The exhibition evokes the gay liberation era in Sydney – a time of extraordinarily rapid social change – through oral histories, previously unseen photographs, rare posters, magazines, scrapbooks, newspaper clippings, badges and more. Exhibition visitors will be able to view:
- Australia’s first lesbian novel (All That False Instruction by Kerryn Higgs);
- the first gay glossy magazine (William & John) shut down for obscenity after just 12 months;
- images of the first lesbian and gay demonstrations staged in Sydney – including a rare photograph of the first arrest at a gay demonstration, on 11 July 1972, of Sydney Gay Liberation artist and activist David McDiarmid;
- the official poster for Sydney’s first ‘Day of International Gay Solidarity’ (the first Mardi Gras) on 24 June 1978, and much more.

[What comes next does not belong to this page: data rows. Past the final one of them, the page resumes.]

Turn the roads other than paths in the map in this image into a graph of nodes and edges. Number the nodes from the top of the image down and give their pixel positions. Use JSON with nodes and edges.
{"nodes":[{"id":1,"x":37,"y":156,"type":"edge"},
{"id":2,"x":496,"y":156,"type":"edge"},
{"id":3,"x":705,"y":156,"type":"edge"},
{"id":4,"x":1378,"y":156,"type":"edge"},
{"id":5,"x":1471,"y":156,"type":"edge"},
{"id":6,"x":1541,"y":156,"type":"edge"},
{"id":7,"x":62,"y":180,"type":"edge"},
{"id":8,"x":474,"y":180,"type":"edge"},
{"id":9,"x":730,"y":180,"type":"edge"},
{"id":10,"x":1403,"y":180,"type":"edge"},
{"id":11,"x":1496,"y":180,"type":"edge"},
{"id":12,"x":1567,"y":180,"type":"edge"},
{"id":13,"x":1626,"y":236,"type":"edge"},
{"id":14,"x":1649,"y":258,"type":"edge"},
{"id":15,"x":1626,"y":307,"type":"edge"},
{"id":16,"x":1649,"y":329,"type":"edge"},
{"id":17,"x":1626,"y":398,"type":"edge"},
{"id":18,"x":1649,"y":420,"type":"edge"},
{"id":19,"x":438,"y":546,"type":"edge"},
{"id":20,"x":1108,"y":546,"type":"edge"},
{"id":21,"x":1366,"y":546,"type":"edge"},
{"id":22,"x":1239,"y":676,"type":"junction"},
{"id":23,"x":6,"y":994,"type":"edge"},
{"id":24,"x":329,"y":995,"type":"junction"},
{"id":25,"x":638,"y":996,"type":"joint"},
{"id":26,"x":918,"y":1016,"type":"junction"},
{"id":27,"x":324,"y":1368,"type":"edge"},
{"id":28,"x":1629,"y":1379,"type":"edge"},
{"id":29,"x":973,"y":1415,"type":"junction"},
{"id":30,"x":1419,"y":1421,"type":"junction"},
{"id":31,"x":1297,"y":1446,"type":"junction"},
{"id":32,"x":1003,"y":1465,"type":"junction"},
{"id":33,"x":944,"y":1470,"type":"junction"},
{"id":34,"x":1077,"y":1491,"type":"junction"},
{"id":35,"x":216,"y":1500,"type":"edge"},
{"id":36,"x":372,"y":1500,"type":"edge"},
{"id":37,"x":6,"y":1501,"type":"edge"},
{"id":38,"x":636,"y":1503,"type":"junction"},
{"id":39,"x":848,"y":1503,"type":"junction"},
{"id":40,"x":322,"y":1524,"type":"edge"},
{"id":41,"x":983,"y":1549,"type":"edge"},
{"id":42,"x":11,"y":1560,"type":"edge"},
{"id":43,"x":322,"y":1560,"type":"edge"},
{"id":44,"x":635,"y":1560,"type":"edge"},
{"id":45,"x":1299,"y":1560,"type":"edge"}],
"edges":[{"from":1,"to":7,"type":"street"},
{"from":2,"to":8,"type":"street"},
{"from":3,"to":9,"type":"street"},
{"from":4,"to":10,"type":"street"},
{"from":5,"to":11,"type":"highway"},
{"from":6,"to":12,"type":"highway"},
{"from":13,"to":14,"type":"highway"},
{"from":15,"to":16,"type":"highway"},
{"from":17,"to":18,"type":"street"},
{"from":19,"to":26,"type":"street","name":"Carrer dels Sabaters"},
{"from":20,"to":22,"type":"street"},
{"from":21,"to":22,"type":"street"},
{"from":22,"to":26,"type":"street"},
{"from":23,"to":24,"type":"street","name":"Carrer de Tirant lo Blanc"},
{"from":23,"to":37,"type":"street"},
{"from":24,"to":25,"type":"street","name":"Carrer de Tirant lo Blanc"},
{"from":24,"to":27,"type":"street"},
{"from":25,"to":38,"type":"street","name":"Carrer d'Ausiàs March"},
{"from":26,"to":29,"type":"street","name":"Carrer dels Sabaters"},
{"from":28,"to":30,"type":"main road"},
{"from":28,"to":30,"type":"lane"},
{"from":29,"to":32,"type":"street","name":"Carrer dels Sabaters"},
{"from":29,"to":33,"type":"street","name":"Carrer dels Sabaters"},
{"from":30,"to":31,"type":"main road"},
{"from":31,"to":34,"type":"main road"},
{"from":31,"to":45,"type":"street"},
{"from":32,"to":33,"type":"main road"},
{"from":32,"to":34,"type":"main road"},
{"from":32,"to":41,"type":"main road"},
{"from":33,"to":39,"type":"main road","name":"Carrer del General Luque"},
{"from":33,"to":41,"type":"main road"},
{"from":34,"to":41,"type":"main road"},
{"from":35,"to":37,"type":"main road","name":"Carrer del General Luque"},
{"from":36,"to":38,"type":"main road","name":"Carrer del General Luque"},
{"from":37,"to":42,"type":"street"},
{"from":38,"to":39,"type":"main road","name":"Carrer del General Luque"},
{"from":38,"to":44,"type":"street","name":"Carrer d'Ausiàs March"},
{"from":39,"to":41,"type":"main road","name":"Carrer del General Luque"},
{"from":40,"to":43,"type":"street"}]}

“This poster – part of a collection of over 100 stunning posters recently donated by Mardi Gras 78er and activist Robert French – is like the holy grail of Sydney gay rights poster art as only a few copies have survived,” said Exhibition co-curator Margot Riley.
“It features a butterfly which was a symbol of same sex orientation long before the rainbow flag was officially launched in San Francisco in 1978.”
The State Library is acknowledged to be one of the first cultural institutions in Australia to actively collect the records of lesbians and gay men, spearheaded by then Mitchell Librarian Margy Burn in the mid-1990s, and it hasn’t stopped.
However, there are still gaps in the collection and State Librarian John Vallance is calling on the public to donate items related to past and present-day experiences of coming out, LGBTIQ+ activism, participation in gay and lesbian movements and community life.
“We’re looking for material (posters, photographs, letters, diaries, magazines, memorabilia, etc) from baby boomers and beyond so that all these stories can come out of the closets, and out from under the bed, to be told, shared and preserved for future generations,” said Ms Riley.
“It is vital that the Library’s collection represent all aspects of sexual diversity in NSW, recording the voices of trans and Indigenous people as well as those of people from non-English speaking backgrounds.”
Coming Out in the 70s
State Library of NSW, Corner Macquarie Street and Shakespeare Place, Sydney
Exhibiton continues to 16 May 2021
Free entry
For more information, visit: www.sl.nsw.gov.au for details.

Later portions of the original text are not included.